This area is one of the oldest areas of Bangalore with large Brahmin population. Byatarayanapura, Srinagar, Nagendra Block, Kalidasa Layout, Raghavendra Block, Brindavan Nagar, Srinivasa Nagar, Vidhyapeetha, Mysore Bank Colony, Hosakerehalli, Girinagar and Ashok Nagar are the surrounding neighbourhoods.

Hanumanthanagar is well-known for the Ramanjaneya Temple, Kumara Swamy Devasthana and K H Kalasoudha.
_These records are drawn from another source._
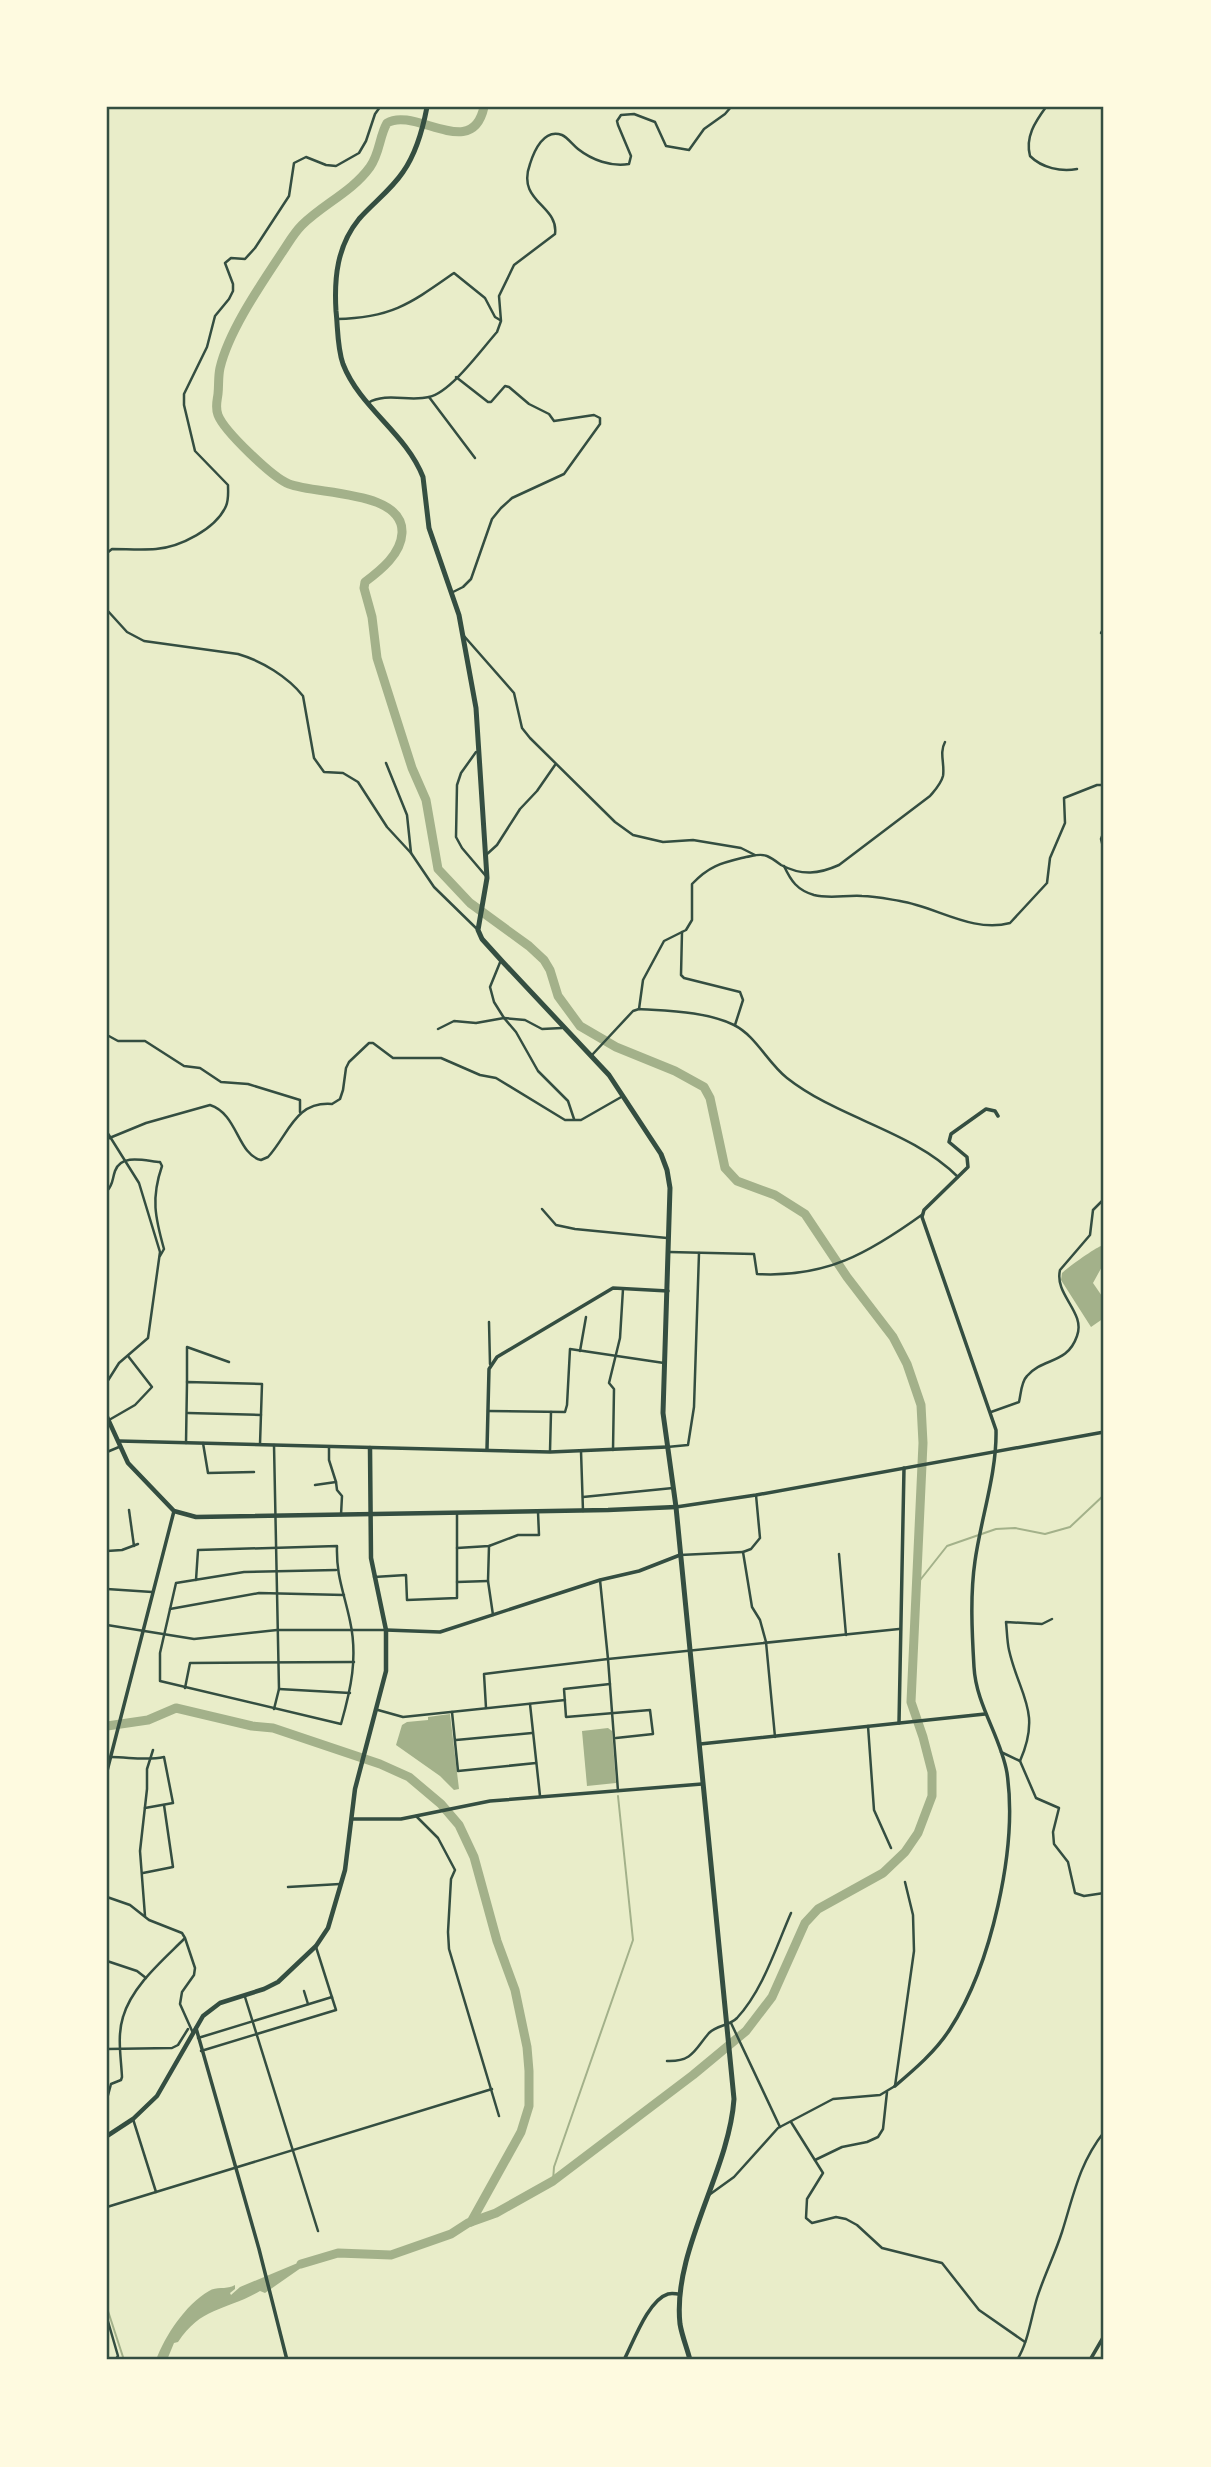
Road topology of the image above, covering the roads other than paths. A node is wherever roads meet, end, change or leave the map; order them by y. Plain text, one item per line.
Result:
1 (380, 107) edge
2 (427, 107) edge
3 (731, 107) edge
4 (1046, 107) edge
5 (1077, 169) dead end
6 (337, 319) junction
7 (501, 321) junction
8 (456, 377) junction
9 (429, 397) junction
10 (368, 403) junction
11 (475, 458) dead end
12 (107, 553) edge
13 (453, 592) junction
14 (107, 610) edge
15 (1104, 627) edge
16 (463, 634) junction
17 (1104, 634) edge
18 (945, 742) dead end
19 (479, 750) junction
20 (386, 763) dead end
21 (555, 765) junction
22 (1104, 785) edge
23 (1104, 831) edge
24 (1104, 851) edge
25 (411, 853) junction
26 (486, 855) junction
27 (755, 855) junction
28 (784, 866) junction
29 (487, 878) junction
30 (478, 927) junction
31 (682, 932) junction
32 (501, 960) junction
33 (639, 1009) junction
34 (504, 1018) junction
35 (735, 1026) junction
36 (565, 1027) junction
37 (438, 1029) dead end
38 (107, 1035) edge
39 (592, 1056) junction
40 (623, 1096) junction
41 (301, 1113) junction
42 (998, 1116) dead end
43 (574, 1120) junction
44 (107, 1132) edge
45 (109, 1138) edge
46 (126, 1160) junction
47 (958, 1177) junction
48 (107, 1191) edge
49 (1104, 1199) edge
50 (542, 1209) dead end
51 (923, 1214) junction
52 (669, 1238) junction
53 (669, 1252) junction
54 (699, 1254) junction
55 (159, 1257) junction
56 (622, 1287) junction
57 (668, 1291) junction
58 (586, 1317) dead end
59 (489, 1322) dead end
60 (580, 1351) junction
61 (127, 1354) junction
62 (616, 1357) junction
63 (229, 1362) dead end
64 (664, 1363) junction
65 (491, 1364) junction
66 (107, 1382) edge
67 (187, 1382) junction
68 (487, 1411) junction
69 (551, 1412) junction
70 (991, 1412) junction
71 (186, 1413) junction
72 (261, 1415) junction
73 (108, 1418) edge
74 (1104, 1432) edge
75 (186, 1443) junction
76 (203, 1443) junction
77 (118, 1444) junction
78 (260, 1444) junction
79 (274, 1445) junction
80 (329, 1447) junction
81 (667, 1447) junction
82 (370, 1448) junction
83 (486, 1449) junction
84 (613, 1450) junction
85 (581, 1451) junction
86 (107, 1452) edge
87 (550, 1452) junction
88 (995, 1453) junction
89 (904, 1468) junction
90 (254, 1472) dead end
91 (336, 1482) junction
92 (315, 1485) dead end
93 (673, 1488) junction
94 (756, 1495) junction
95 (583, 1497) junction
96 (676, 1507) junction
97 (129, 1510) dead end
98 (174, 1511) junction
99 (583, 1511) junction
100 (538, 1512) junction
101 (457, 1513) junction
102 (341, 1515) junction
103 (370, 1515) junction
104 (276, 1516) junction
105 (489, 1546) junction
106 (276, 1548) junction
107 (457, 1548) junction
108 (107, 1552) edge
109 (743, 1552) junction
110 (839, 1554) dead end
111 (680, 1555) junction
112 (336, 1570) junction
113 (277, 1572) junction
114 (374, 1577) junction
115 (196, 1580) junction
116 (600, 1580) junction
117 (488, 1581) junction
118 (457, 1582) junction
119 (107, 1589) edge
120 (153, 1592) junction
121 (277, 1593) junction
122 (344, 1595) junction
123 (169, 1609) junction
124 (493, 1615) junction
125 (1052, 1619) dead end
126 (107, 1625) edge
127 (352, 1629) junction
128 (899, 1629) junction
129 (278, 1630) junction
130 (386, 1630) junction
131 (143, 1631) junction
132 (163, 1635) junction
133 (846, 1635) junction
134 (766, 1642) junction
135 (690, 1651) junction
136 (608, 1659) junction
137 (354, 1662) junction
138 (278, 1664) junction
139 (610, 1685) junction
140 (184, 1688) junction
141 (278, 1689) junction
142 (349, 1693) junction
143 (565, 1700) junction
144 (530, 1703) junction
145 (486, 1708) junction
146 (274, 1709) junction
147 (375, 1710) junction
148 (452, 1712) junction
149 (612, 1713) junction
150 (985, 1714) junction
151 (901, 1723) junction
152 (867, 1726) junction
153 (533, 1733) junction
154 (775, 1737) junction
155 (614, 1738) junction
156 (456, 1740) junction
157 (700, 1744) junction
158 (153, 1750) dead end
159 (1001, 1752) junction
160 (111, 1757) junction
161 (149, 1760) junction
162 (1020, 1761) junction
163 (536, 1763) junction
164 (107, 1771) edge
165 (704, 1783) junction
166 (618, 1791) junction
167 (540, 1796) junction
168 (164, 1805) junction
169 (145, 1808) junction
170 (418, 1815) junction
171 (351, 1819) junction
172 (891, 1848) dead end
173 (143, 1873) junction
174 (905, 1882) dead end
175 (342, 1884) junction
176 (288, 1887) dead end
177 (1104, 1893) edge
178 (107, 1897) edge
179 (791, 1913) dead end
180 (145, 1917) junction
181 (185, 1938) junction
182 (316, 1946) junction
183 (107, 1961) edge
184 (146, 1978) junction
185 (303, 1991) dead end
186 (245, 1995) junction
187 (332, 1997) junction
188 (308, 2004) junction
189 (252, 2021) junction
190 (730, 2026) junction
191 (192, 2030) junction
192 (256, 2034) junction
193 (198, 2038) junction
194 (107, 2049) edge
195 (120, 2049) junction
196 (201, 2051) junction
197 (667, 2061) dead end
198 (895, 2087) junction
199 (492, 2089) junction
200 (887, 2092) junction
201 (107, 2099) edge
202 (499, 2116) dead end
203 (133, 2119) junction
204 (791, 2122) junction
205 (780, 2127) junction
206 (1104, 2132) edge
207 (107, 2136) edge
208 (292, 2150) junction
209 (815, 2160) junction
210 (236, 2167) junction
211 (156, 2192) junction
212 (708, 2196) junction
213 (107, 2207) edge
214 (318, 2231) dead end
215 (680, 2294) junction
216 (107, 2318) edge
217 (1104, 2336) edge
218 (1025, 2342) junction
219 (115, 2360) edge
220 (287, 2360) edge
221 (624, 2360) edge
222 (690, 2360) edge
223 (1017, 2360) edge
224 (1090, 2360) edge

1 - 12 street
2 - 6 highway
3 - 7 street
4 - 5 street
6 - 7 street
6 - 10 highway
7 - 8 street
8 - 9 street
8 - 13 street
9 - 10 street
9 - 11 street
10 - 13 highway
13 - 16 highway
14 - 25 street
15 - 17 street
16 - 19 highway
16 - 21 street
18 - 28 street
19 - 26 highway
19 - 29 street
20 - 25 street
21 - 26 street
21 - 27 street
22 - 28 street
23 - 24 street
25 - 30 street
26 - 29 highway
27 - 28 street
27 - 31 street
29 - 30 highway
30 - 32 highway
31 - 33 street
31 - 35 street
32 - 34 street
32 - 36 highway
33 - 35 street
33 - 39 street
34 - 36 street
34 - 37 street
34 - 43 street
35 - 47 street
36 - 39 highway
38 - 41 street
39 - 40 highway
40 - 43 street
40 - 52 highway
41 - 43 street
41 - 45 street
42 - 47 street
44 - 45 street
45 - 46 street
46 - 48 street
46 - 55 street
46 - 55 street
47 - 51 street
49 - 70 street
50 - 52 street
51 - 54 street
51 - 70 street
52 - 53 highway
53 - 54 street
53 - 57 highway
54 - 81 street
55 - 61 street
56 - 57 street
56 - 62 street
56 - 65 street
57 - 64 highway
58 - 60 street
59 - 65 street
60 - 62 street
60 - 69 street
61 - 66 street
61 - 73 street
62 - 64 street
62 - 84 street
63 - 67 street
64 - 81 highway
65 - 68 street
67 - 71 street
67 - 72 street
68 - 69 street
68 - 83 street
69 - 87 street
70 - 88 street
71 - 72 street
71 - 75 street
72 - 78 street
73 - 77 main road
74 - 88 street
75 - 76 street
75 - 77 street
76 - 78 street
76 - 90 street
77 - 86 street
77 - 98 main road
78 - 79 street
79 - 80 street
79 - 104 street
80 - 82 street
80 - 91 street
81 - 84 street
81 - 93 highway
82 - 83 street
82 - 103 main road
83 - 87 street
84 - 85 street
85 - 87 street
85 - 95 street
88 - 89 street
88 - 150 street
89 - 94 street
89 - 128 street
91 - 92 street
91 - 102 street
93 - 95 street
93 - 96 highway
94 - 96 street
94 - 109 street
95 - 99 street
96 - 99 main road
96 - 111 highway
97 - 108 street
98 - 104 main road
98 - 120 street
99 - 100 main road
100 - 101 main road
100 - 105 street
101 - 103 main road
101 - 107 street
102 - 103 main road
102 - 104 main road
103 - 114 main road
104 - 106 street
105 - 107 street
105 - 117 street
106 - 112 street
106 - 113 street
106 - 115 street
107 - 118 street
109 - 111 street
109 - 134 street
110 - 133 street
111 - 116 street
111 - 135 highway
112 - 113 street
112 - 122 street
113 - 115 street
113 - 121 street
114 - 118 street
114 - 130 main road
115 - 123 street
116 - 124 street
116 - 136 street
117 - 118 street
117 - 124 street
119 - 120 street
120 - 131 street
121 - 122 street
121 - 123 street
121 - 129 street
122 - 127 street
123 - 132 street
124 - 130 street
125 - 162 street
126 - 131 street
127 - 129 street
127 - 130 street
127 - 137 street
128 - 133 street
128 - 151 street
129 - 132 street
129 - 138 street
130 - 147 main road
131 - 132 street
131 - 160 street
132 - 140 street
133 - 134 street
134 - 135 street
134 - 154 street
135 - 136 street
135 - 157 highway
136 - 139 street
136 - 145 street
137 - 138 street
137 - 142 street
138 - 140 street
138 - 141 street
139 - 143 street
139 - 149 street
140 - 146 street
141 - 142 street
141 - 146 street
142 - 146 street
143 - 144 street
143 - 149 street
144 - 145 street
144 - 153 street
145 - 148 street
147 - 148 street
147 - 171 main road
148 - 156 street
149 - 155 street
149 - 155 street
150 - 151 street
150 - 159 street
151 - 152 street
152 - 154 street
152 - 172 street
153 - 156 street
153 - 163 street
154 - 157 street
155 - 166 street
156 - 163 street
157 - 165 highway
158 - 161 street
159 - 162 street
159 - 198 street
160 - 161 street
160 - 164 street
161 - 168 street
161 - 169 street
162 - 177 street
163 - 167 street
165 - 166 street
165 - 190 highway
166 - 167 street
167 - 170 street
168 - 169 street
168 - 173 street
169 - 173 street
170 - 171 street
170 - 199 street
171 - 175 main road
173 - 180 street
174 - 198 street
175 - 176 street
175 - 182 main road
178 - 180 street
179 - 190 street
180 - 181 street
181 - 184 street
181 - 191 street
182 - 186 main road
182 - 187 street
183 - 184 street
184 - 195 street
185 - 188 street
186 - 189 street
186 - 191 main road
187 - 188 street
187 - 192 street
188 - 189 street
189 - 192 street
189 - 193 street
190 - 197 street
190 - 205 street
190 - 212 highway
191 - 193 street
191 - 195 street
191 - 203 main road
192 - 196 street
192 - 208 street
193 - 196 street
194 - 195 street
195 - 201 street
196 - 210 street
198 - 200 street
199 - 202 street
199 - 208 street
200 - 204 street
200 - 209 street
203 - 207 main road
203 - 211 street
204 - 205 street
204 - 209 street
205 - 212 street
206 - 218 street
208 - 210 street
208 - 214 street
209 - 218 street
210 - 211 street
210 - 220 street
211 - 213 street
212 - 215 highway
215 - 221 street
215 - 222 highway
216 - 219 street
217 - 224 street
218 - 223 street

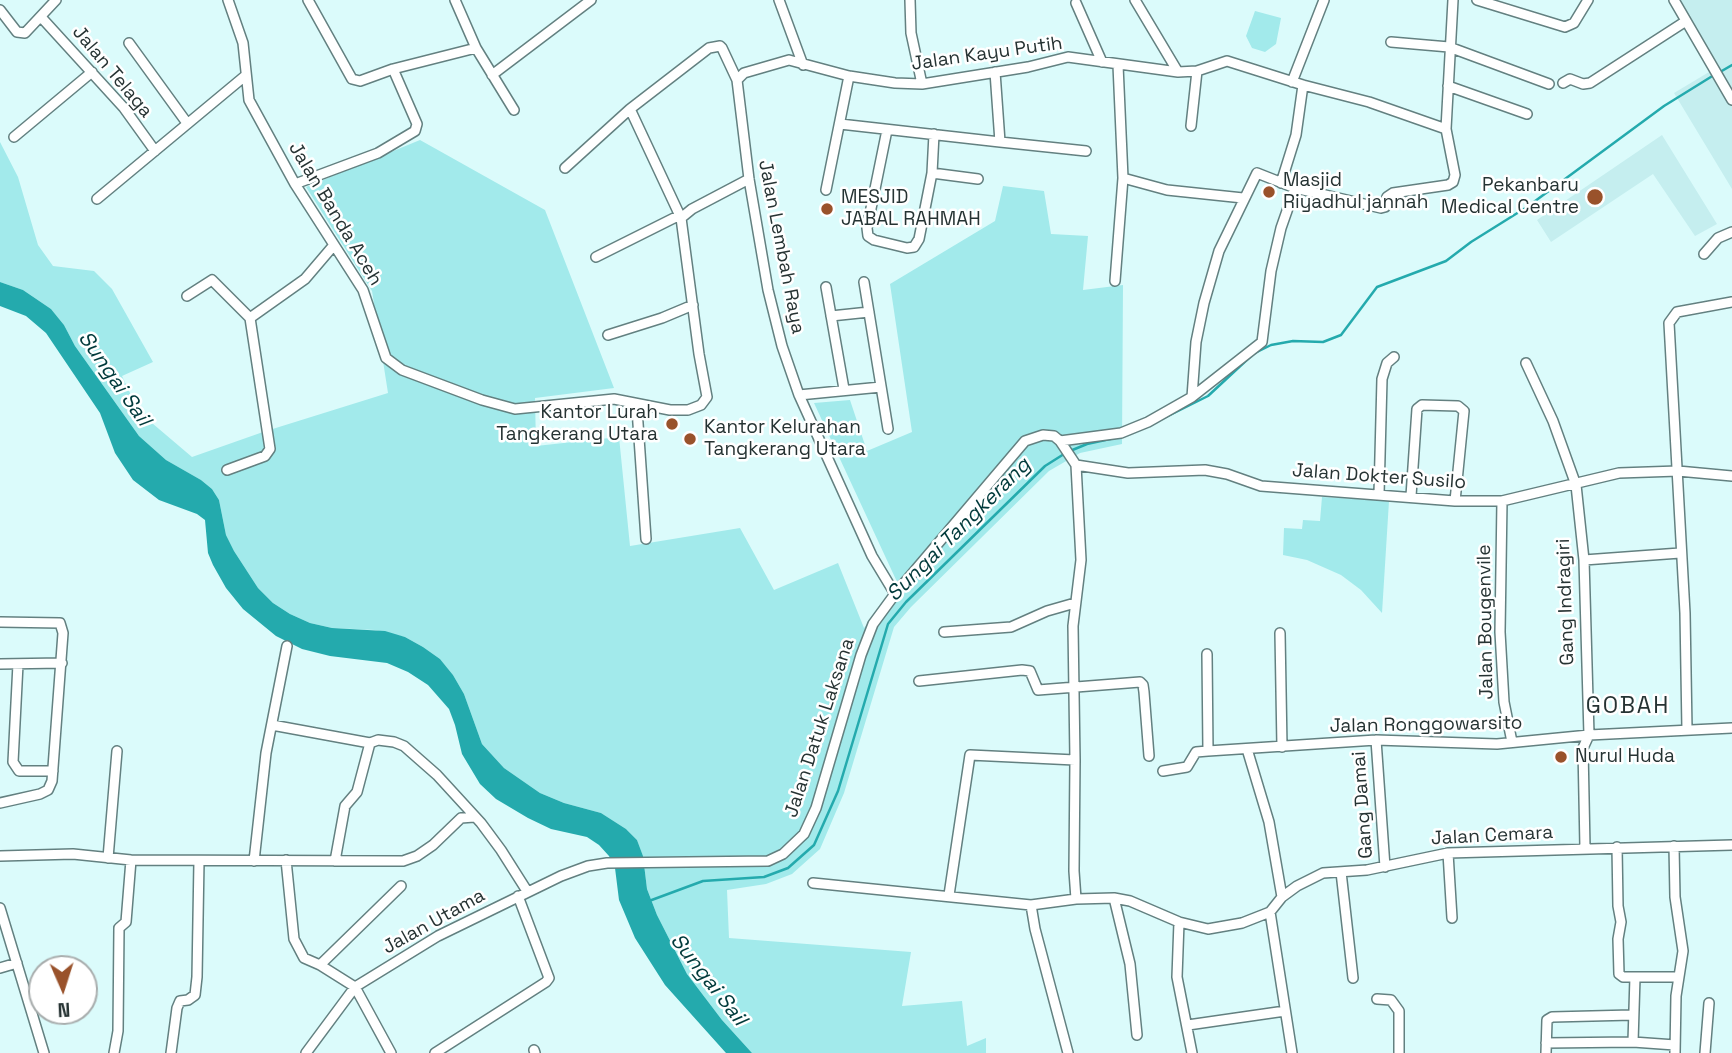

The Head Office of the Hanumanthanagar Cooperative Bank (which has many branches in Bangalore) is also located here.

==Temples in Hanumanthanagar==

===Ramanjaneya Gudda Temple===
This Temple is located atop Ramanjaneya Gudda (Ramanjaneya Hill) adjacent to the Kengal Hanumanthaiah Kalaa Soudha and the Hanumanthanagar Park.

===Kumaraswaamy Temple===
This temple to Lord Kumaraswaamy is located on the top of a hill, with stairs going all the way up, known as Mount Joy. Special prayers are performed during "Subbaraaya (Subramannya) Shasti". Adjoining Lord Kumaraswamy are a sacred Shiva Linga, Lord Ganesha in a seated posture and Goddess Parvathi. Also have been consecrated the Navagrahas, in a separate shrine, within the same hall, adjoining the sanctum sanctorum. The Gopuram at the entrance precedes a huge hall and the sanctum sanctorum has a sculpted idol in the Lord's image of his role as a Guru to Lord Shiva himself. This is identical to Swamimalai (Swamimalai is one of the six pilgrimage centers or Aru Padai Kshetram dedicated to Lord Subramanya and it is at Swamimalai that the Lord Kumaraswamy became the Guru to His own father, the Lord Shiva himself), in Thanjavur, Tamil Nadu. In the past, the sanctum sanctorum had a panchaloha (made of five metals) idol. The granite idol seen and worshipped now is of much later origin. The original panchaloha idol is now seen enshrined separately in the hall preceding the main hall - having the sanctum sanctorum.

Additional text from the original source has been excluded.